9 de julho de 2016 | Relacionamentos & Sexo, Sem categoria | Texto: | Ilustração: Isadora M.
Amor incondicional

Na época do orkut, além de comunidades com nomes estranhos, bombavam os depoimentos, geralmente declarações de afeto meio padrão, que incluíam esta bomba: “Eu te amo incondicionalmente.” Ideia estranha, porque o amor precisa de condição. Pregar que o amor deve ser incondicional é dizer que o sentimento vale mais do que a boa convivência, o cuidado, o respeito mútuo. O amor precisa estar condicionado a muitas coisas e, se não estiver, vira uma obrigação perigosa.

Esse conceito de amor é muito parecido com a posição compulsória da mulher como devotada à relação, que ama independente de qualquer coisa, mesmo que seja violência. Vinicius de Moraes disse que “A mulher foi feita para amar, para sofrer pelo seu amor e pra ser só perdão”. Esse poema escancara o absurdo que permeia as relações e as declarações de amor incondicional, porque se o perdão for independente do erro, não é perdão, mas submissão.

Não é só no amor romântico que a incondicionalidade aparece no universo da violência contra a mulher. A maternidade compulsória e seus desdobramentos na amizade feminina também são cheias desses conceitos. Porque pensamos nas mulheres e meninas como mães, achamos sempre que vão nos amar, aceitar e perdoar, independente do vacilo. Assim, priorizamos as relações românticas, por acharmos que, não importa o que aconteça, as amigas estarão lá. E assim segue na prática uma desvalorização da amizade feminina, apoiada no amor incondicional.
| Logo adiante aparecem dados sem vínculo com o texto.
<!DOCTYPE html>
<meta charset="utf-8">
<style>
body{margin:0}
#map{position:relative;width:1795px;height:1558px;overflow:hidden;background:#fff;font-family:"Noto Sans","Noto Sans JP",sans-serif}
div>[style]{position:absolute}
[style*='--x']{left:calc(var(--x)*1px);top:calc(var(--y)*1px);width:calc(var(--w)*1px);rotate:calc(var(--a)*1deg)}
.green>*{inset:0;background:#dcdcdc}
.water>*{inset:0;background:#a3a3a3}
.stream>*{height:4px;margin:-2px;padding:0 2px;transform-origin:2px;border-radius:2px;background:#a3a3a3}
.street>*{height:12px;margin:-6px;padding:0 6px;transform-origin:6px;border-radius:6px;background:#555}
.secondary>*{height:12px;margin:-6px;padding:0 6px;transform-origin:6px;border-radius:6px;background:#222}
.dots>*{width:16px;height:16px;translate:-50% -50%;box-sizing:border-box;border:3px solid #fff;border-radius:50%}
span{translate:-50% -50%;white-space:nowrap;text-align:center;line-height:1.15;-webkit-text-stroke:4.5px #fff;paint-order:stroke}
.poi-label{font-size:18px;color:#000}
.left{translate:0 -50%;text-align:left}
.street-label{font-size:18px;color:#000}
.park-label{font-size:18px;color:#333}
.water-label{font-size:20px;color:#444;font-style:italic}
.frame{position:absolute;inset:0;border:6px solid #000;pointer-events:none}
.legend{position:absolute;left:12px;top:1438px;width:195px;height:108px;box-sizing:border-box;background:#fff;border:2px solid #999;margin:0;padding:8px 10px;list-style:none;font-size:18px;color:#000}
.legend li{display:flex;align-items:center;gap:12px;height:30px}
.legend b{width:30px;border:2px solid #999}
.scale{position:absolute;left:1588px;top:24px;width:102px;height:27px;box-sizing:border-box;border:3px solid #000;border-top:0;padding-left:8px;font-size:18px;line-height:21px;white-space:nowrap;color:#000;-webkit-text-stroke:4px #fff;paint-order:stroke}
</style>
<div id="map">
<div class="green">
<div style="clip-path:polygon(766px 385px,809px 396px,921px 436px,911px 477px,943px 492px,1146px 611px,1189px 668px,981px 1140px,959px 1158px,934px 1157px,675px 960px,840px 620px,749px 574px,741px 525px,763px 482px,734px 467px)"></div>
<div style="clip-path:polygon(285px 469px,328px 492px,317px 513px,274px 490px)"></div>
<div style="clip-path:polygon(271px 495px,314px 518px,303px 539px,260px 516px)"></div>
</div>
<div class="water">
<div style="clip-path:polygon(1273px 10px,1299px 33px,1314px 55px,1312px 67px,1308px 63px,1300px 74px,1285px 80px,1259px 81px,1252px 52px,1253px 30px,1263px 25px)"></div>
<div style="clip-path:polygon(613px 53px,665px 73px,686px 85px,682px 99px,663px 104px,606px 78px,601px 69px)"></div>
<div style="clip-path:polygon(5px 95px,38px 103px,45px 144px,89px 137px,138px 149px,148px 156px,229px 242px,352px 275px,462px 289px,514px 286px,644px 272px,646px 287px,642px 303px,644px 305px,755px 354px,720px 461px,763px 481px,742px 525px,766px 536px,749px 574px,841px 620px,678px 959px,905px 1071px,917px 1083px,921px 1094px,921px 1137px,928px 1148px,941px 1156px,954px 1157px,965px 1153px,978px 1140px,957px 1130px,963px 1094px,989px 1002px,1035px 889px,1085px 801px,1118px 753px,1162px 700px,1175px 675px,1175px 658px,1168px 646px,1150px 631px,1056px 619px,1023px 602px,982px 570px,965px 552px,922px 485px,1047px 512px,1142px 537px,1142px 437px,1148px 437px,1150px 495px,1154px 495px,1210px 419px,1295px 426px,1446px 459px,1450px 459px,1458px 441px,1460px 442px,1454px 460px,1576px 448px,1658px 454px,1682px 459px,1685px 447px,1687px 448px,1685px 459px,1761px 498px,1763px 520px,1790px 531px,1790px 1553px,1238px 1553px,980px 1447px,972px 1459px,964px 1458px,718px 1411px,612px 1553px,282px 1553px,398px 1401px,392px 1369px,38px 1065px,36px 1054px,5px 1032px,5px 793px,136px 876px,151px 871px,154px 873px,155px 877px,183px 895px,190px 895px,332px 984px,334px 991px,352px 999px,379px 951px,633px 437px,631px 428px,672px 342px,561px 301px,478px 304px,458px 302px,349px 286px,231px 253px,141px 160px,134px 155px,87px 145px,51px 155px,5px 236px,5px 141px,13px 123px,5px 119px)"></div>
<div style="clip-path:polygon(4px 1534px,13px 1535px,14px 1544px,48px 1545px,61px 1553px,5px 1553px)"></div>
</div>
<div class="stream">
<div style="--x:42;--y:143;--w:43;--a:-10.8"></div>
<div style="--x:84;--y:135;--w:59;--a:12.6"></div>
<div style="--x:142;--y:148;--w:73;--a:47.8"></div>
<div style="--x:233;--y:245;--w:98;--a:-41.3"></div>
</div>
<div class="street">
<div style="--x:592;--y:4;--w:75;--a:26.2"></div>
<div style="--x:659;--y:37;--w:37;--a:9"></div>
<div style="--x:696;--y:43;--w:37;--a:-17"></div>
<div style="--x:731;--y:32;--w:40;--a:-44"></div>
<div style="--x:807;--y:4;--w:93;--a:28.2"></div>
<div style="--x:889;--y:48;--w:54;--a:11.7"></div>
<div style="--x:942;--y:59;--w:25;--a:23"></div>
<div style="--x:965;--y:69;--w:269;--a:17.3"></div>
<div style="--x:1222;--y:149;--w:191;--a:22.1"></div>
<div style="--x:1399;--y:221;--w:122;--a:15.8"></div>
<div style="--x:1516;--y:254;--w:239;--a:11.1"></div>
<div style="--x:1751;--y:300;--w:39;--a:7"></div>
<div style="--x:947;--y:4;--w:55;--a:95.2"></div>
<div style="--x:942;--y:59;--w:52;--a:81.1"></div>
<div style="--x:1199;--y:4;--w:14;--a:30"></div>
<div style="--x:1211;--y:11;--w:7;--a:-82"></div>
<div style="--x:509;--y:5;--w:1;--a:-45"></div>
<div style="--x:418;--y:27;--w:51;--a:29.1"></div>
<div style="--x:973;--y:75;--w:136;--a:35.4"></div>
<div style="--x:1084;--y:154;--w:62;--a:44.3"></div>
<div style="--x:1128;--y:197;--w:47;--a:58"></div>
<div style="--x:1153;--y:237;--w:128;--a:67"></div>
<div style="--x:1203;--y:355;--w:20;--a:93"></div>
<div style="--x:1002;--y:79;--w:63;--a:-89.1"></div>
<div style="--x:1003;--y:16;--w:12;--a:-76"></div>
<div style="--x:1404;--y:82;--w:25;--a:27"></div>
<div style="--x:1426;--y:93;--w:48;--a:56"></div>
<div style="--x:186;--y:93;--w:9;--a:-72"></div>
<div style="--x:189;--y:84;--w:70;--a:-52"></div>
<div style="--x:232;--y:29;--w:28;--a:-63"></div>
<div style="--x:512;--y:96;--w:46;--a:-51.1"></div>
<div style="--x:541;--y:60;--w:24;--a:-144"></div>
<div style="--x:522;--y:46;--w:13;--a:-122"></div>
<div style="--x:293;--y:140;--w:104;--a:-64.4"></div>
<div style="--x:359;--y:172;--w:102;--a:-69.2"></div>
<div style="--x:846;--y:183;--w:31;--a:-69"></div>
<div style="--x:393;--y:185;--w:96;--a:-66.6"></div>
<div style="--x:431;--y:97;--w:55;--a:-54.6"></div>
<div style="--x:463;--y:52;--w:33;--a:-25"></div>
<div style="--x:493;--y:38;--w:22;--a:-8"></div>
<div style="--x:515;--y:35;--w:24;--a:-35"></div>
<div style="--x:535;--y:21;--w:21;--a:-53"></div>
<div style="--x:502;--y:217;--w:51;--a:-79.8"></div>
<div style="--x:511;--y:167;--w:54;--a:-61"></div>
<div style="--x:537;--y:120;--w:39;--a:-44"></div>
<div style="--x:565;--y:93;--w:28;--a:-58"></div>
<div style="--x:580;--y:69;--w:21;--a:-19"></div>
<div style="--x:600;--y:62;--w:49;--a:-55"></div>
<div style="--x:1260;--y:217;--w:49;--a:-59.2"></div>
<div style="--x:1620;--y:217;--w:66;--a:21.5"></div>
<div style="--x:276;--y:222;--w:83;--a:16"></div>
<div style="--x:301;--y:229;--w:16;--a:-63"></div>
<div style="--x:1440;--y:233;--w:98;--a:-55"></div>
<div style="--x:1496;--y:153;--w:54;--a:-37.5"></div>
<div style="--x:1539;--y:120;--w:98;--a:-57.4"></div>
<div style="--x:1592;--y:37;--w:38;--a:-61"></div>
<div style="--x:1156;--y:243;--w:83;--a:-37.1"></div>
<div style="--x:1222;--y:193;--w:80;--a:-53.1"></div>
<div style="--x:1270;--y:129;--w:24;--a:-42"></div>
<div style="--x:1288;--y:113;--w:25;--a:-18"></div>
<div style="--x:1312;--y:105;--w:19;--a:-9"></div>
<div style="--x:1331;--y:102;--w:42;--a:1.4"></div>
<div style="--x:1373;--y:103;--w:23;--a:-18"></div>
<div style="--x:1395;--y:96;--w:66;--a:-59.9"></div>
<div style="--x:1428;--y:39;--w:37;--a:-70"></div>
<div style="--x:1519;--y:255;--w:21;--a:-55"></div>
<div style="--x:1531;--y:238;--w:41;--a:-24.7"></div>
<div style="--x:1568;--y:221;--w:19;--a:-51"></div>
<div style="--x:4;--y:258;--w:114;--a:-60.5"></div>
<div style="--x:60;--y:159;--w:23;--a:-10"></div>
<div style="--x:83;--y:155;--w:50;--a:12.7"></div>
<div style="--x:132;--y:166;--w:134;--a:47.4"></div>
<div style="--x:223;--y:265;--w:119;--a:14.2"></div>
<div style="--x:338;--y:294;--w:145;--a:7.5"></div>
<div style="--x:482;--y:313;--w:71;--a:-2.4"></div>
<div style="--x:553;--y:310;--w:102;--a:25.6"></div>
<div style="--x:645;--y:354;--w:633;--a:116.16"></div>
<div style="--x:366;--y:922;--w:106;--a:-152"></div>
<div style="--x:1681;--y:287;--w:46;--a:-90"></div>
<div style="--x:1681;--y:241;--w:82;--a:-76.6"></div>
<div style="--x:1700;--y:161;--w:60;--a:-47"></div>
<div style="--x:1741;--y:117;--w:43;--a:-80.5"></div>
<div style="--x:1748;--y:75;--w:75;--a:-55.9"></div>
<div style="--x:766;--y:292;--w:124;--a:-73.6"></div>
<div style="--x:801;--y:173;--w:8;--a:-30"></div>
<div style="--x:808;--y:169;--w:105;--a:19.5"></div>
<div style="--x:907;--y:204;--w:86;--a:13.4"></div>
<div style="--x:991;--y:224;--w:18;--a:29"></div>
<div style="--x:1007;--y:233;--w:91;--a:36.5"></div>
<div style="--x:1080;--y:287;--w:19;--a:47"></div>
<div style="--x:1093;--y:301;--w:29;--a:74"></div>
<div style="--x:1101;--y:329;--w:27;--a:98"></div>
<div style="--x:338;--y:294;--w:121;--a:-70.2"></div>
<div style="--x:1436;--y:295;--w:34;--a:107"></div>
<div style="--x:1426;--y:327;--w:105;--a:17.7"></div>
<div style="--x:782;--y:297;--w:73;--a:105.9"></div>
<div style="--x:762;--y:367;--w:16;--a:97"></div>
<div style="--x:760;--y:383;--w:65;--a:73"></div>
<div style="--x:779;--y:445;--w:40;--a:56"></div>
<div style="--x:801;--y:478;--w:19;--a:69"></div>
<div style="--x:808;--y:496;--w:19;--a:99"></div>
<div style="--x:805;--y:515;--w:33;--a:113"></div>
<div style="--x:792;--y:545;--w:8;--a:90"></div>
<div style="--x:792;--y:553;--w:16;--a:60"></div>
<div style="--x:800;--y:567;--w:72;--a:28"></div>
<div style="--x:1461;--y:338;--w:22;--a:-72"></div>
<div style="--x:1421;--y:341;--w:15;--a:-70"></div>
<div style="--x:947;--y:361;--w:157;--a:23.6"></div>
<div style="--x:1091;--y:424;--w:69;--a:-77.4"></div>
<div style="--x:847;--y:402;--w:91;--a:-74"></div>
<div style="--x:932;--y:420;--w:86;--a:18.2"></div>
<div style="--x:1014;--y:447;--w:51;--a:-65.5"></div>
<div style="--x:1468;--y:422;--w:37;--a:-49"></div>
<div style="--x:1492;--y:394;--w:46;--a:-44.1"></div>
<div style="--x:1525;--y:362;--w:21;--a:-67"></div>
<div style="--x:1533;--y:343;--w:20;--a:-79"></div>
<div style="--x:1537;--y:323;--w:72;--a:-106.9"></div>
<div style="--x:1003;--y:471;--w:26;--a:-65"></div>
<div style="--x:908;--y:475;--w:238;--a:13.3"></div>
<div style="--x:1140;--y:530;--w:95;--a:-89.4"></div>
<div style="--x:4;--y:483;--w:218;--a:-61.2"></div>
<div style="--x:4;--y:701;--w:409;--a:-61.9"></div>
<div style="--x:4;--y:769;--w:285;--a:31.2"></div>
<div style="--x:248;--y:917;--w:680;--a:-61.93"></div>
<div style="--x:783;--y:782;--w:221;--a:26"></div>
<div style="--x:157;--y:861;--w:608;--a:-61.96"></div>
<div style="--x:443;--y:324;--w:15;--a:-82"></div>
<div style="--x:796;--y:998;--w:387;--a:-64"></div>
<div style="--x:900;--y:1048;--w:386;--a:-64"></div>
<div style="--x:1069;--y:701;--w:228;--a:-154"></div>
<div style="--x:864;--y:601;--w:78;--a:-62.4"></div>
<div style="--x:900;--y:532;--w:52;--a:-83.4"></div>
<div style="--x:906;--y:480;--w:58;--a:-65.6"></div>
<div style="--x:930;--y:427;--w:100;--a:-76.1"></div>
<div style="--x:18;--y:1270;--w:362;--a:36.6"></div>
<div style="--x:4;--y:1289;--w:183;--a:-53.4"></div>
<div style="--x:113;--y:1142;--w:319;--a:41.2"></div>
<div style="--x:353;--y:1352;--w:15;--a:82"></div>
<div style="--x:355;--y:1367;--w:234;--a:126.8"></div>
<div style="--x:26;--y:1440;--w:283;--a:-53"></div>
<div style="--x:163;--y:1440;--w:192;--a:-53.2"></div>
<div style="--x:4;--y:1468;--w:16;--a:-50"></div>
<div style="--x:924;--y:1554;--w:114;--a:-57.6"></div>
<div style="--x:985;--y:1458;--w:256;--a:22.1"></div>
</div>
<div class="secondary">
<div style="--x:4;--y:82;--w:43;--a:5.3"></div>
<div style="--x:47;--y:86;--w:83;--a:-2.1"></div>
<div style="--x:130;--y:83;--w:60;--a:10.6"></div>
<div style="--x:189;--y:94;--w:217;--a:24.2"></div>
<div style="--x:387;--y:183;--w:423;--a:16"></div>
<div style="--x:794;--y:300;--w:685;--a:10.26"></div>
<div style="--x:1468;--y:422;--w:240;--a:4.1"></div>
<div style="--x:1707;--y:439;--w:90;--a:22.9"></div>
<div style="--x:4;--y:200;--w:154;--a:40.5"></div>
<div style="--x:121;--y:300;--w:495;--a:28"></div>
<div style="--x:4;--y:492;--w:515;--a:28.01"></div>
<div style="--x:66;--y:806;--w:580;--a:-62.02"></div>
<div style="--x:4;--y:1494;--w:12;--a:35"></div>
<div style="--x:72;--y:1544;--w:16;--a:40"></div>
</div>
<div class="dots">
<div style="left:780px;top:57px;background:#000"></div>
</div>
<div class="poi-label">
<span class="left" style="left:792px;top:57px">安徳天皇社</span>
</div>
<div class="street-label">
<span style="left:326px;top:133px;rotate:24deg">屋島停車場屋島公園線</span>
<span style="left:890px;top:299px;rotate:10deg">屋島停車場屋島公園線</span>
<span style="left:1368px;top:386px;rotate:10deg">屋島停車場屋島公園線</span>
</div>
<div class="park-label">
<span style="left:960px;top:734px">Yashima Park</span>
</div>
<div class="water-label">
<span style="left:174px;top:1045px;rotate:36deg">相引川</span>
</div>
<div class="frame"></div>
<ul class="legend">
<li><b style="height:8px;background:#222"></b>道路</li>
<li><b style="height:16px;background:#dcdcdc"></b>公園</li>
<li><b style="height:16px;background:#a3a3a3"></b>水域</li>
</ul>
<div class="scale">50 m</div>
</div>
O nosso amor precisa ter condições: que não gritem, não batam, não manipulem, não tratem como loucas, não despertem os piores sentimentos, não deem insegurança, não acabem com a autoestima, não façam nos sentir menores. Em todas as relações – românticas, de amizade, familiares – o amor precisa ver no tratar bem o seu limite. Amor incondicional é abuso, e precisamos parar de confundir as duas coisas.

Teresa Soter Henriques
  • Audiovisual
  • Vlogger
  • Colaboradora de Relacionamentos & Sexo

Teresa tem 18 anos, estuda ciências sociais na UFRJ, é professora voluntária de geografia e assistiu a todas as temporadas de Law&Order SVU. Em seu tempo livre faz yoga, planos pra revolução e comida vegana. É principalmente má, mas aprendeu alguma bondade com Harry Potter.

  • Andreia Domingues

    Não concordo na integra com este artigo. Não creio que o amor incondicional seja sempre um abuso. Numa relação existe necessidade de haver amor incondicional. E dele fazem genuinamente parte o respeito, a aceitação incondicional, preocupação genuína e a autenticidade. Isto significa que a pessoa deve ser respeitada por aquilo que ela é e que de ambas as partes deve haver flexibilidade suficiente para se adaptarem uma à outra. O que acontece é que muitas das vezes acabamos por querer que o nosso parceiro/a seja da forma que nós queremos, em prol das nossas necessidades. Isto relaciona-se com as nossas próprias projeções, expectativas e idealizações. Quando isso acontece, começam a haver cobranças e dinâmica da relação acaba por deixar de funcionar. No entanto, penso que seja fundamentar que as relações se baseiem num amor incondicional. O problema é que isso não acontece. Aliás, o amor quando é amor é sempre incondicional. A questão é que cada um tem a sua própria interpretação de amor. E é baseada nessa interpretação que as pessoas acabam por se envolver em relações amorosas. Concordo absolutamente quando foi abordado que o amor precisa ter condições, que a mulher se submete em relação ao amor. Quero acrescentar apenas que não acho que seja por isso que o amor deve ser condicionado nesse sentido, porque o mal está na forma como as relações são estabelecidas. Já que muitas destas relações são baseadas na falta de amor próprio e na cedência de pressões por parte da sociedade que acabam por tornar as relações violentas, abusivas e insuficientes.